All the features that are available in a dataset can be potentially used as inputs to our model. However, for the purposes of this example we will restrict ourselves to using only one feature.
An important issue that a practitioner needs to deal with often is the different orders of magnitude in the values of the time series in a dataset. It is extremely helpful for a model to be trained and forecast values that lie roughly in the same value range. To address this issue, we add a Scaler
to out model, that computes the scale of each time series. Then we can scale accordingly the values of the time series or any related features and use these as inputs to the network.
[77]:
from gluonts.mx import MeanScaler, NOPScaler
[78]:
class MyProbNetwork(gluon.HybridBlock):
def __init__(
self,
prediction_length,
context_length,
distr_output,
num_cells,
num_sample_paths=100,
scaling=True,
**kwargs
) -> None:
super().__init__(**kwargs)
self.prediction_length = prediction_length
self.context_length = context_length
self.distr_output = distr_output
self.num_cells = num_cells
self.num_sample_paths = num_sample_paths
self.proj_distr_args = distr_output.get_args_proj()
self.scaling = scaling
with self.name_scope():
# Set up a 2 layer neural network that its ouput will be projected to the distribution parameters
self.nn = mx.gluon.nn.HybridSequential()
self.nn.add(mx.gluon.nn.Dense(units=self.num_cells, activation="relu"))
self.nn.add(
mx.gluon.nn.Dense(
units=self.prediction_length * self.num_cells, activation="relu"
)
)
if scaling:
self.scaler = MeanScaler(keepdims=True)
else:
self.scaler = NOPScaler(keepdims=True)
def compute_scale(self, past_target, past_observed_values):
# scale shape is (batch_size, 1)
_, scale = self.scaler(
past_target.slice_axis(axis=1, begin=-self.context_length, end=None),
past_observed_values.slice_axis(
axis=1, begin=-self.context_length, end=None
),
)
return scale
class MyProbTrainNetwork(MyProbNetwork):
def hybrid_forward(
self,
F,
past_target,
future_target,
past_observed_values,
past_feat_dynamic_real,
):
# compute scale
scale = self.compute_scale(past_target, past_observed_values)

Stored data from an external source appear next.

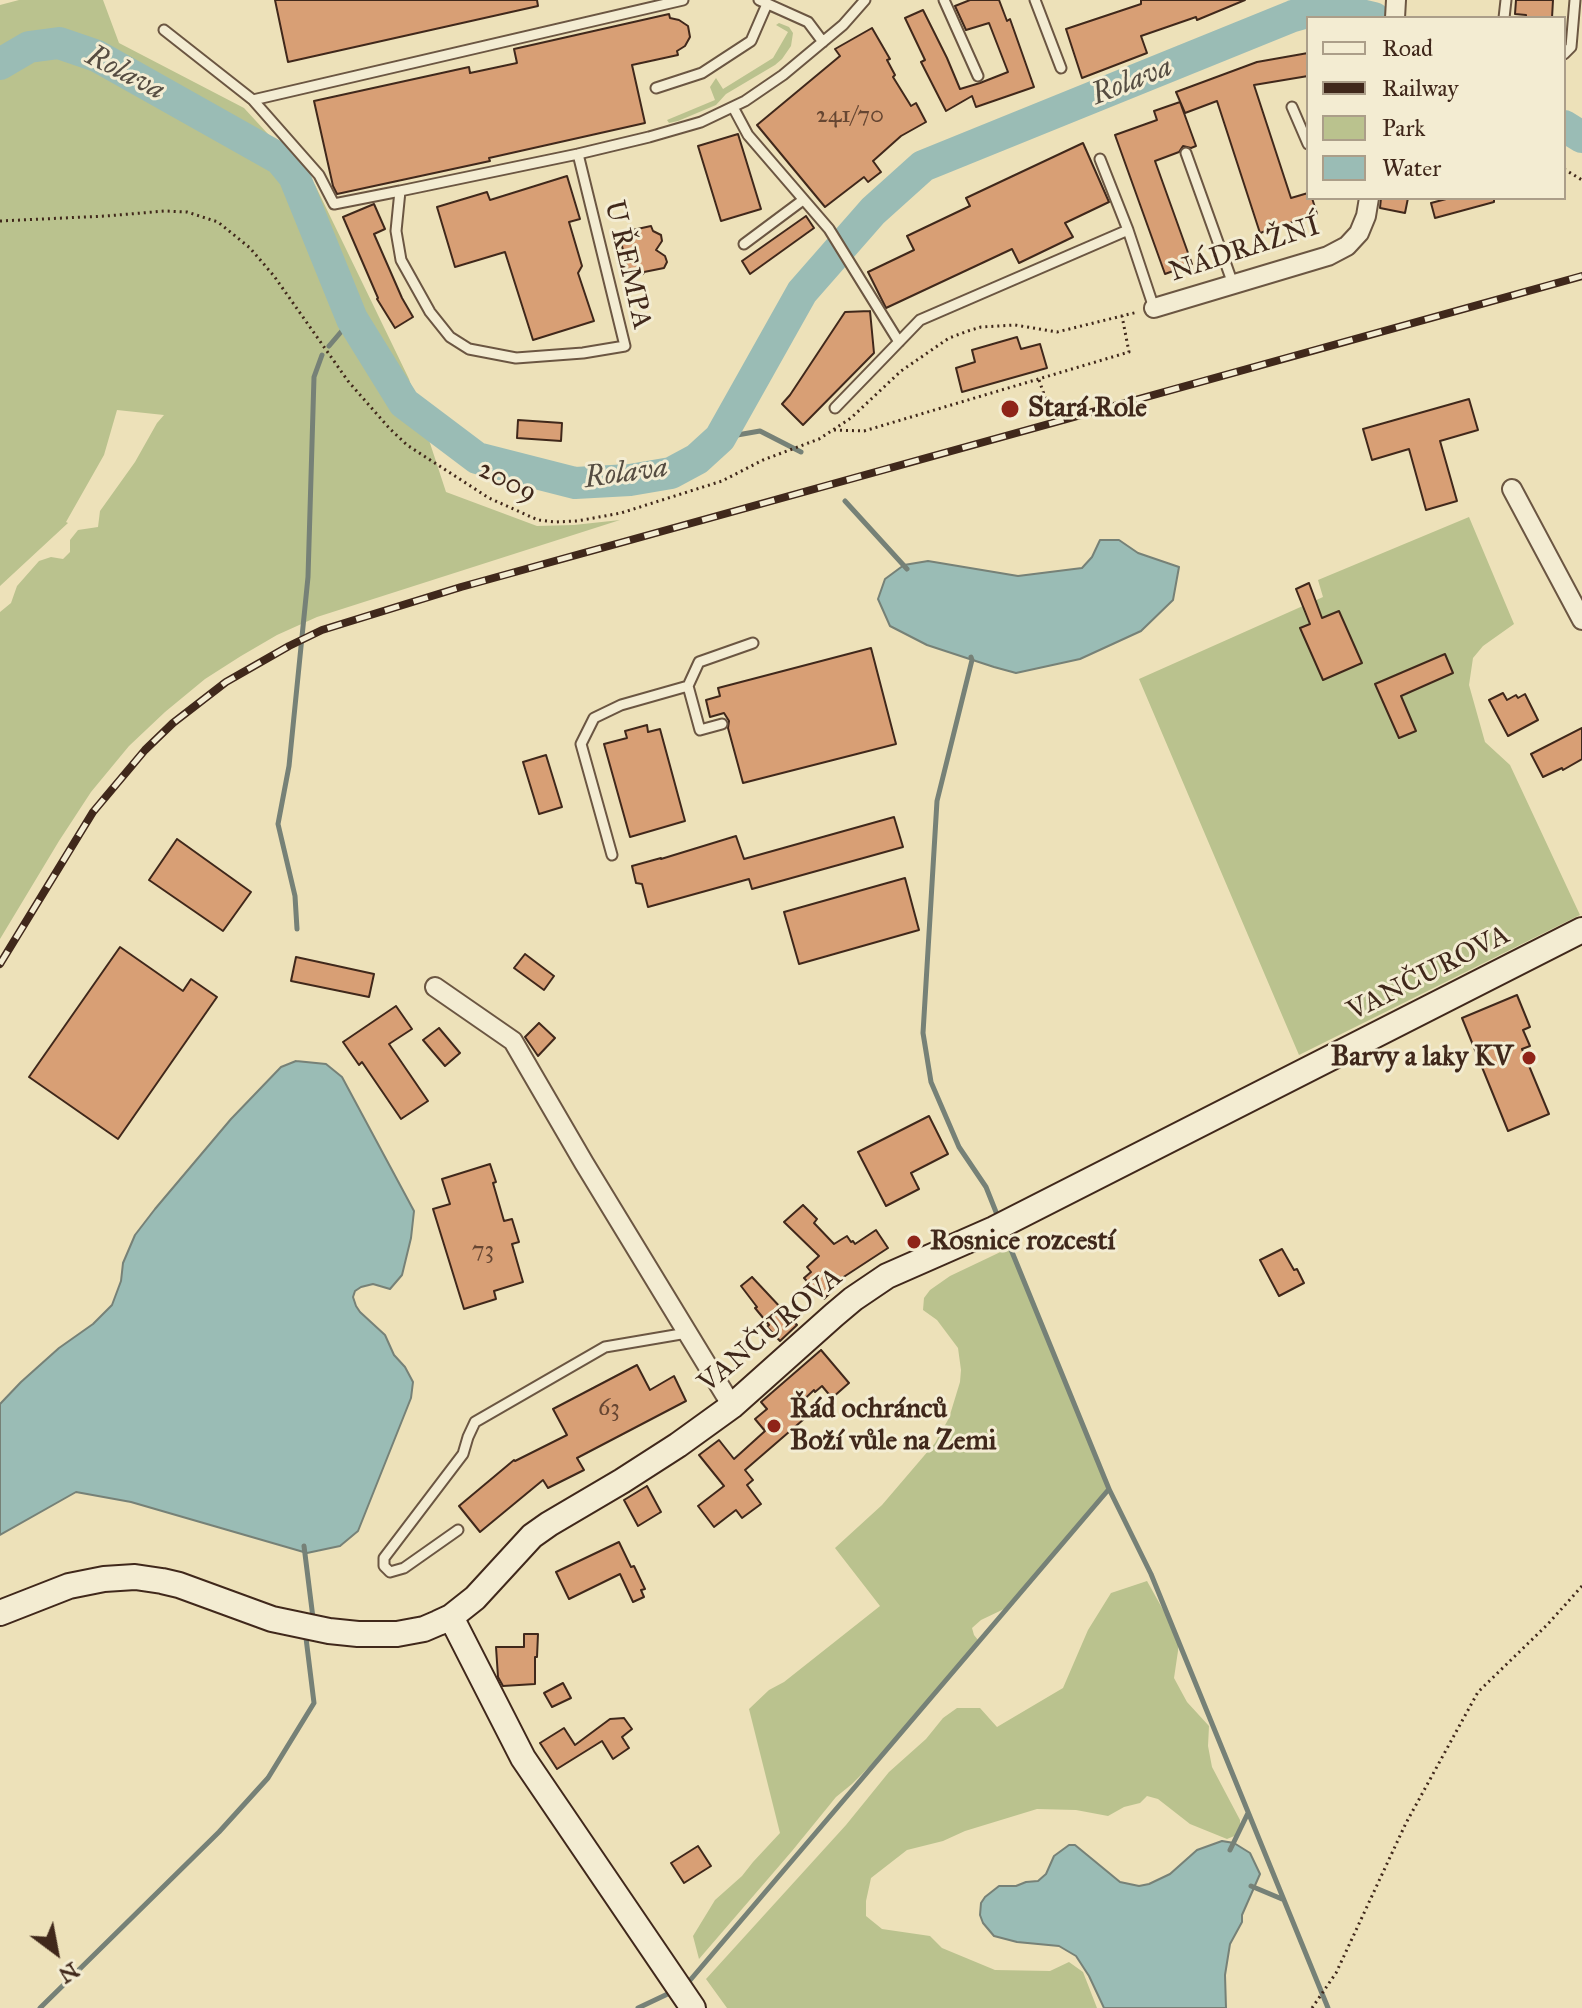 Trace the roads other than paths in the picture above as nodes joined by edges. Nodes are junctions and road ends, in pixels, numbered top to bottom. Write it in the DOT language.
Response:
graph roads {
  1 [pos="683,0"];
  2 [pos="865,0"];
  3 [pos="944,0"];
  4 [pos="1035,0"];
  5 [pos="1575,0"];
  6 [pos="763,2"];
  7 [pos="164,30"];
  8 [pos="823,42"];
  9 [pos="1566,52"];
  10 [pos="1061,68"];
  11 [pos="978,76"];
  12 [pos="656,88"];
  13 [pos="253,100"];
  14 [pos="733,107"];
  15 [pos="1292,107"];
  16 [pos="1306,139"];
  17 [pos="1186,153"];
  18 [pos="578,154"];
  19 [pos="1100,159"];
  20 [pos="400,191"];
  21 [pos="803,200"];
  22 [pos="1369,200"];
  23 [pos="1128,230"];
  24 [pos="744,244"];
  25 [pos="1233,284"];
  26 [pos="1154,308"];
  27 [pos="899,342"];
  28 [pos="835,408"];
  29 [pos="1512,489"];
  30 [pos="1582,620"];
  31 [pos="753,643"];
  32 [pos="688,686"];
  33 [pos="722,724"];
  34 [pos="612,855"];
  35 [pos="1582,930"];
  36 [pos="435,987"];
  37 [pos="687,1333"];
  38 [pos="732,1406"];
  39 [pos="458,1530"];
  40 [pos="0,1613"];
  41 [pos="451,1617"];
  42 [pos="693,2008"];
  1 -- 13 [label="lane"];
  2 -- 8 [label="lane"];
  3 -- 11 [label="lane"];
  4 -- 10 [label="lane"];
  5 -- 9 [label="lane"];
  6 -- 8 [label="lane"];
  6 -- 12 [label="lane"];
  7 -- 13 [label="lane"];
  8 -- 14 [label="lane"];
  13 -- 20 [label="lane"];
  14 -- 18 [label="lane"];
  14 -- 21 [label="lane"];
  15 -- 16 [label="lane"];
  17 -- 25 [label="lane"];
  18 -- 20 [label="lane"];
  18 -- 20 [label="lane, U ŘEMPA"];
  19 -- 23 [label="lane"];
  21 -- 24 [label="lane"];
  21 -- 27 [label="lane"];
  22 -- 25 [label="street, NÁDRAŽNÍ"];
  23 -- 26 [label="lane"];
  23 -- 27 [label="lane"];
  25 -- 26 [label="street, NÁDRAŽNÍ"];
  27 -- 28 [label="lane"];
  29 -- 30 [label="street"];
  31 -- 32 [label="lane"];
  32 -- 33 [label="lane"];
  32 -- 34 [label="lane"];
  35 -- 38 [label="street, VANČUROVA"];
  36 -- 37 [label="street"];
  37 -- 38 [label="street"];
  37 -- 39 [label="lane"];
  38 -- 41 [label="street, VANČUROVA"];
  40 -- 41 [label="street, VANČUROVA"];
  41 -- 42 [label="street"];
}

# scale target and time features
past_target_scale = F.broadcast_div(past_target, scale)
past_feat_dynamic_real_scale = F.broadcast_div(
past_feat_dynamic_real.squeeze(axis=-1), scale
)
# concatenate target and time features to use them as input to the network
net_input = F.concat(past_target_scale, past_feat_dynamic_real_scale, dim=-1)
# compute network output
net_output = self.nn(net_input)
# (batch, prediction_length * nn_features) -> (batch, prediction_length, nn_features)
net_output = net_output.reshape(0, self.prediction_length, -1)

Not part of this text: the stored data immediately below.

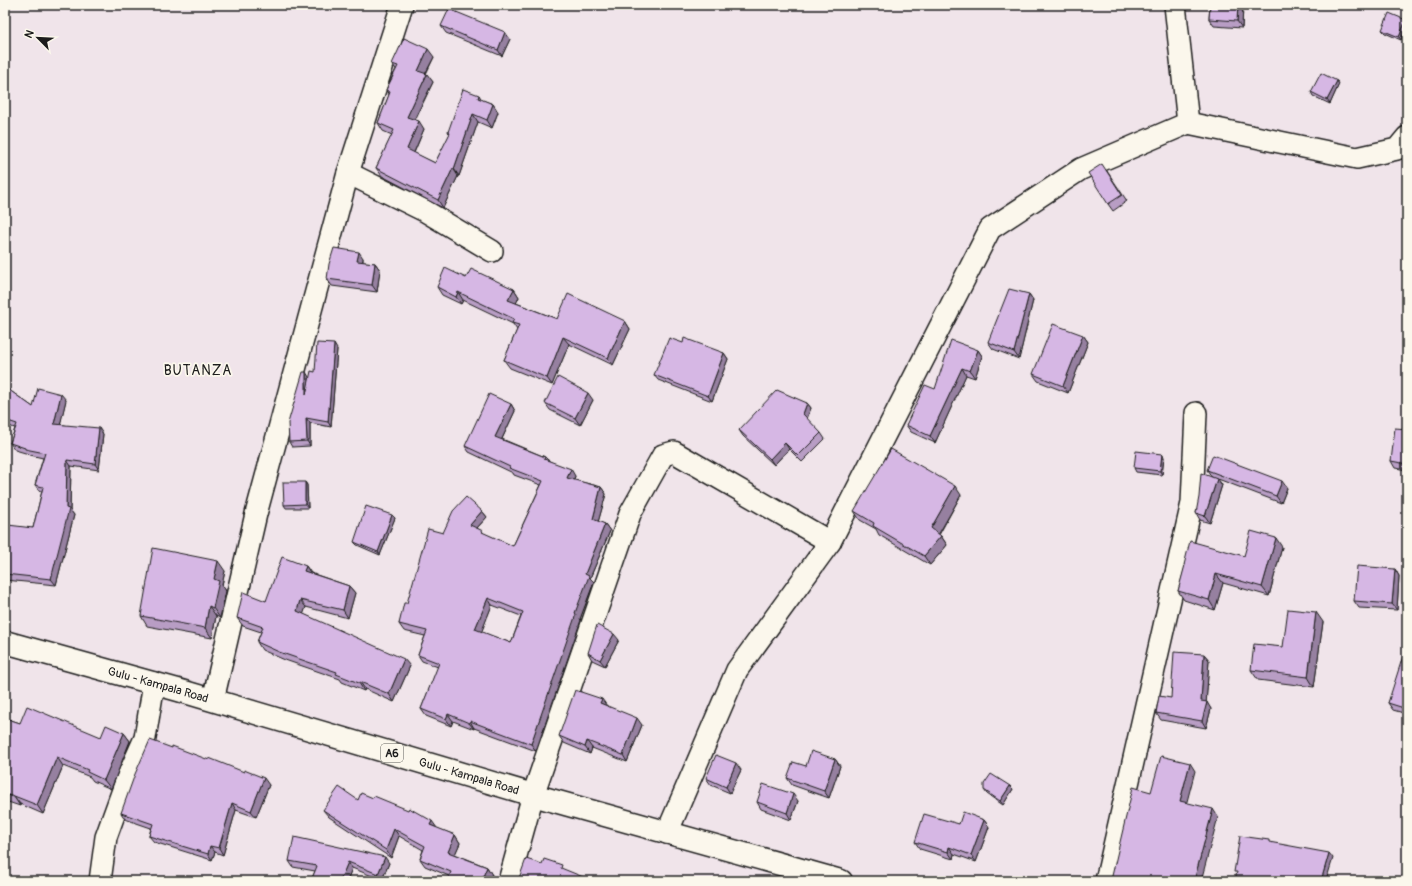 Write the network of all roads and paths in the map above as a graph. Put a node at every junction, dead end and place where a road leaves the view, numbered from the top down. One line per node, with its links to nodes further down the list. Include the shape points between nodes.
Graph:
1 (402, 5): 5 (street)
2 (1175, 5): 3 (street)
3 (1188, 123): 4 (street, via 1358,158 1397,149); 8 (street, via 1081,169 990,229)
4 (1407, 137)
5 (348, 173): 6 (street, via 424,211); 11 (street, via 256,514)
6 (492, 251)
7 (1196, 413): 17 (street, via 1192,503)
8 (830, 542): 12 (street, via 674,452 663,455 630,514); 13 (street, via 737,670)
9 (5, 642): 10 (main road, Gulu - Kampala Road / A6)
10 (154, 683): 11 (main road, Gulu - Kampala Road / A6); 14 (street, via 145,738 106,837)
11 (213, 700): 12 (main road, Gulu - Kampala Road / A6)
12 (533, 795): 13 (main road, Gulu - Kampala Road / A6); 15 (street)
13 (667, 833): 16 (main road, Gulu - Kampala Road / A6)
14 (100, 881)
15 (509, 881)
16 (841, 881)
17 (1106, 881)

# project network output to distribution parameters domain
distr_args = self.proj_distr_args(net_output)
# compute distribution
distr = self.distr_output.distribution(distr_args, scale=scale)
# negative log-likelihood
loss = distr.loss(future_target)
return loss
class MyProbPredNetwork(MyProbTrainNetwork):
# The prediction network only receives past_target and returns predictions
def hybrid_forward(
self, F, past_target, past_observed_values, past_feat_dynamic_real
):
# repeat fields: from (batch_size, past_target_length) to
# (batch_size * num_sample_paths, past_target_length)
repeated_past_target = past_target.repeat(repeats=self.num_sample_paths, axis=0)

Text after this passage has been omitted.